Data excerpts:
================

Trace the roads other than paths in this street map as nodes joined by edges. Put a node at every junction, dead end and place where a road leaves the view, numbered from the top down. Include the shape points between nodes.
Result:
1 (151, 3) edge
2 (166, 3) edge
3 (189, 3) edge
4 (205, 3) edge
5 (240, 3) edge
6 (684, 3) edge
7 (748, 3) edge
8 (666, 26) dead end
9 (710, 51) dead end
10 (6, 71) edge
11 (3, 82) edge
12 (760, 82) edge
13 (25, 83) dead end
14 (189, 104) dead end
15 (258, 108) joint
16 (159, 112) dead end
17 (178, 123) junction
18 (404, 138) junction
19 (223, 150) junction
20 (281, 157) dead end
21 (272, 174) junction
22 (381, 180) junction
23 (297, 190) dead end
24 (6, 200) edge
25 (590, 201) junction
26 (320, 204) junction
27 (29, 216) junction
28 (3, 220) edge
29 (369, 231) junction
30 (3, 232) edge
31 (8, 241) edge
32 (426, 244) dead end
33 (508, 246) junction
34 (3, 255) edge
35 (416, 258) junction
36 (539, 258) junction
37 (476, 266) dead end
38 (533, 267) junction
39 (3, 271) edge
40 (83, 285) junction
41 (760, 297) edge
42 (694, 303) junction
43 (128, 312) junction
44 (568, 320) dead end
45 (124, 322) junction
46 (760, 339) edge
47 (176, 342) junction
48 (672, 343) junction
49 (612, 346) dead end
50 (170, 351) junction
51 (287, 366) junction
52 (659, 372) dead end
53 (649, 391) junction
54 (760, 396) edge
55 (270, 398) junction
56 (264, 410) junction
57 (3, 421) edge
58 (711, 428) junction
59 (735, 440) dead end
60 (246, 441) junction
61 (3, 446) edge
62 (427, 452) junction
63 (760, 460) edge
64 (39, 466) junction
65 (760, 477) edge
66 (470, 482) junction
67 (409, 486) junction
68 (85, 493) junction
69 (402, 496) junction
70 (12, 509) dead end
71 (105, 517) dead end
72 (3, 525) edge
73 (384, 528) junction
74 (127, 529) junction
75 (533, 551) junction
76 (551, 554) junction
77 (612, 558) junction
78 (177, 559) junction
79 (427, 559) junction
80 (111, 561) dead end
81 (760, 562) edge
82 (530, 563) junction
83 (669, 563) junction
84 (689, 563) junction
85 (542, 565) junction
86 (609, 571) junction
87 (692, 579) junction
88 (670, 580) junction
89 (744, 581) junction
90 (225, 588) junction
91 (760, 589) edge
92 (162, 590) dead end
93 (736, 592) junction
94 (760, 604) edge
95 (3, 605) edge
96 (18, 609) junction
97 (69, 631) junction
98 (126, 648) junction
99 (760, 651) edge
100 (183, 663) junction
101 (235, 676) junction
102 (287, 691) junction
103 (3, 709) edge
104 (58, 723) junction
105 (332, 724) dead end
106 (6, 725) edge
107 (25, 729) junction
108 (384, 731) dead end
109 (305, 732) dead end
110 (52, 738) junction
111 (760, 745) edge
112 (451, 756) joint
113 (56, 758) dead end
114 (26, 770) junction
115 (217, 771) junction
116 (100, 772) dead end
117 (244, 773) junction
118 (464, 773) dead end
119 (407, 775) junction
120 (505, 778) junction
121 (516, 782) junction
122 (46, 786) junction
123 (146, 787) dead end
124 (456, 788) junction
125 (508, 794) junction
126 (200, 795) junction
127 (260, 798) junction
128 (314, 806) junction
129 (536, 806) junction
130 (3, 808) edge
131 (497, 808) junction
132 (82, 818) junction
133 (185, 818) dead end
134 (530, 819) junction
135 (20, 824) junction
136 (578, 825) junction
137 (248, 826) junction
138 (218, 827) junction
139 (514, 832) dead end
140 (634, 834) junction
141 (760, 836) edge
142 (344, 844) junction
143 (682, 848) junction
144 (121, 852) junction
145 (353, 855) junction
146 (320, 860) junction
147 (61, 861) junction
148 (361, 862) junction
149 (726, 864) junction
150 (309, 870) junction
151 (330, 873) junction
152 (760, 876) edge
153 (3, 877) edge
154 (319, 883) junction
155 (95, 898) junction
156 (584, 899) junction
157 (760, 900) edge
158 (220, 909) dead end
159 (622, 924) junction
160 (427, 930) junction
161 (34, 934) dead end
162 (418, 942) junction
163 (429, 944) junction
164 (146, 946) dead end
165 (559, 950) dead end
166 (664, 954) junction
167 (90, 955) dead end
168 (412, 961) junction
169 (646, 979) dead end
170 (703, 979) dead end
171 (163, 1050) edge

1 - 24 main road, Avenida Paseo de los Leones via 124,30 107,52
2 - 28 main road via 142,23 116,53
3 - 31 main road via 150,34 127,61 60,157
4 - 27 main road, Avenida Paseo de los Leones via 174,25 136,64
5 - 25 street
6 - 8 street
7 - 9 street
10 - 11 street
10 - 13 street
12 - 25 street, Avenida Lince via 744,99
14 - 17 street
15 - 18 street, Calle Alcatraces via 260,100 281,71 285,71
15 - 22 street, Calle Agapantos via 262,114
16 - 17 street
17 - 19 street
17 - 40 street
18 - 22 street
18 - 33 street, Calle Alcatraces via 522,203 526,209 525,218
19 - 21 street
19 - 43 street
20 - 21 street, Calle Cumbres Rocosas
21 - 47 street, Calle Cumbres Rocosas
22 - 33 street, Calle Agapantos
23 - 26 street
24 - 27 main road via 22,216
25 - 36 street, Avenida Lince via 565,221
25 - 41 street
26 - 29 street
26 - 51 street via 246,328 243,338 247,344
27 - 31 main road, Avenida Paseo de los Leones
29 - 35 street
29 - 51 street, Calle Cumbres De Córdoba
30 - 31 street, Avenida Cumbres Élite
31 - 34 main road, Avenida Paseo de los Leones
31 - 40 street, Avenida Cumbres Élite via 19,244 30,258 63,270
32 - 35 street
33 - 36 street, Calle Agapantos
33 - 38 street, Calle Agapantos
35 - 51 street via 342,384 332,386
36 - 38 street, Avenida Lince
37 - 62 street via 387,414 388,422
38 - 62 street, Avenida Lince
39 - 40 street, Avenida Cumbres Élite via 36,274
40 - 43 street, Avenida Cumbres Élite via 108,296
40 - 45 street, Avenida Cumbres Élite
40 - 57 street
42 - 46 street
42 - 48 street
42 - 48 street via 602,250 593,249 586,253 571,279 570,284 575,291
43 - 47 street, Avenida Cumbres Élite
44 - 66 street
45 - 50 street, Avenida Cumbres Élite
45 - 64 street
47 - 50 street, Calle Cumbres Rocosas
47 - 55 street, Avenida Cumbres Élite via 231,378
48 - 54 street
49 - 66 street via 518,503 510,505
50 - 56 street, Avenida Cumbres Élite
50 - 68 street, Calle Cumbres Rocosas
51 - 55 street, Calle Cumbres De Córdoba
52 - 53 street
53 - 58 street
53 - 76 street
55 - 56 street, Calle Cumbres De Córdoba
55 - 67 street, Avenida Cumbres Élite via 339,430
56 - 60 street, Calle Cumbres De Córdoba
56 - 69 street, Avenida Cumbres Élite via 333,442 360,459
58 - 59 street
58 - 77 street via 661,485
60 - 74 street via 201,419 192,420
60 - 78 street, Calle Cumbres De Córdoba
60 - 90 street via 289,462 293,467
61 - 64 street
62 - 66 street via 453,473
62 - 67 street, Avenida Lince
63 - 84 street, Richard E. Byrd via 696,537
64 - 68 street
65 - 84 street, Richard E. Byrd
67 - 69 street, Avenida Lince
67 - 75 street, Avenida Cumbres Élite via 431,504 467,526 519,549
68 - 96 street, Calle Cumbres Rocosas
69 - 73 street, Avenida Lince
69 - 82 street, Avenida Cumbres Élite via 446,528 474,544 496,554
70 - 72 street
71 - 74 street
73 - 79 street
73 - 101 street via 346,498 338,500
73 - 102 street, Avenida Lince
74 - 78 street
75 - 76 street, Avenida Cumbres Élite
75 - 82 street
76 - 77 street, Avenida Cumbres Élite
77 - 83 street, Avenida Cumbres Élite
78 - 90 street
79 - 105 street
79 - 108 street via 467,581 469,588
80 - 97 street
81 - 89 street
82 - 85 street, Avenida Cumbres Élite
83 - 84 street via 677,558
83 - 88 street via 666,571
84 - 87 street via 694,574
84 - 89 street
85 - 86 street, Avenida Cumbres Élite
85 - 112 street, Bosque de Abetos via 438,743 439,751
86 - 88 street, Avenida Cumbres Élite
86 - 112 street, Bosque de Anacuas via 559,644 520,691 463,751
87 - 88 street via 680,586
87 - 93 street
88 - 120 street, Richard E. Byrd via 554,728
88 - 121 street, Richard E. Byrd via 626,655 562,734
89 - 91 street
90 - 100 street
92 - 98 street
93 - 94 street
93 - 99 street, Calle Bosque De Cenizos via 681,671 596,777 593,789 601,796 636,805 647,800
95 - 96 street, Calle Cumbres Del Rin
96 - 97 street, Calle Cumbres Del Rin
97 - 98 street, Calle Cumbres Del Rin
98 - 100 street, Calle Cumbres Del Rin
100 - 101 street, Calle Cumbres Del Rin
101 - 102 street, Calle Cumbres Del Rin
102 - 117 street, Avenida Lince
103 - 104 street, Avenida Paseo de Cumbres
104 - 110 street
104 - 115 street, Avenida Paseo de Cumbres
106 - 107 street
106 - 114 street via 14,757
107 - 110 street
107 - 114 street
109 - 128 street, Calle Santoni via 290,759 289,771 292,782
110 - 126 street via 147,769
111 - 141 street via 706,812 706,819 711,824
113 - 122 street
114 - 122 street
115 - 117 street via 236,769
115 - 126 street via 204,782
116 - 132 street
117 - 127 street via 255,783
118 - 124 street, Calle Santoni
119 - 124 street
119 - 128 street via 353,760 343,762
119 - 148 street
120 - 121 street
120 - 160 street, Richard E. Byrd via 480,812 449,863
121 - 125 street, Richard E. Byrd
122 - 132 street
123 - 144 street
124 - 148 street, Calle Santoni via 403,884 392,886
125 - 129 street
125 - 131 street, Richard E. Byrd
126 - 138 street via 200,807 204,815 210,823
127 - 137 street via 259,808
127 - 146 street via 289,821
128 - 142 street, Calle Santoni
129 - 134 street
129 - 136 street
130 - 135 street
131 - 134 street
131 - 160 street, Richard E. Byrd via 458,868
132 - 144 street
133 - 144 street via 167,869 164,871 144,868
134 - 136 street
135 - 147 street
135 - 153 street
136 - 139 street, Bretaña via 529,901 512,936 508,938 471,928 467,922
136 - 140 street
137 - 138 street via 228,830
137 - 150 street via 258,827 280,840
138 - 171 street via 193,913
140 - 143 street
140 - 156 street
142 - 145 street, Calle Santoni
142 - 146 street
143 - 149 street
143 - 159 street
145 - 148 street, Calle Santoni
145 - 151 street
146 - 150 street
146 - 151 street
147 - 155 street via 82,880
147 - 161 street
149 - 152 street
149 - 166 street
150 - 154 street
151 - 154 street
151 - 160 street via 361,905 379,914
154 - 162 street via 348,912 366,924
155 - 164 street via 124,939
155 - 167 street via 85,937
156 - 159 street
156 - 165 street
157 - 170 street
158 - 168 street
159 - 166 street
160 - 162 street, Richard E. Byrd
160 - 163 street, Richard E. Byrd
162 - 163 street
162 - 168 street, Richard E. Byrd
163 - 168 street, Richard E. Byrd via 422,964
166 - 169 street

================

Task requirements: Copy out each line of the records above that includes "Lince".

Result:
12 - 25 street, Avenida Lince via 744,99
25 - 36 street, Avenida Lince via 565,221
36 - 38 street, Avenida Lince
38 - 62 street, Avenida Lince
62 - 67 street, Avenida Lince
67 - 69 street, Avenida Lince
69 - 73 street, Avenida Lince
73 - 102 street, Avenida Lince
102 - 117 street, Avenida Lince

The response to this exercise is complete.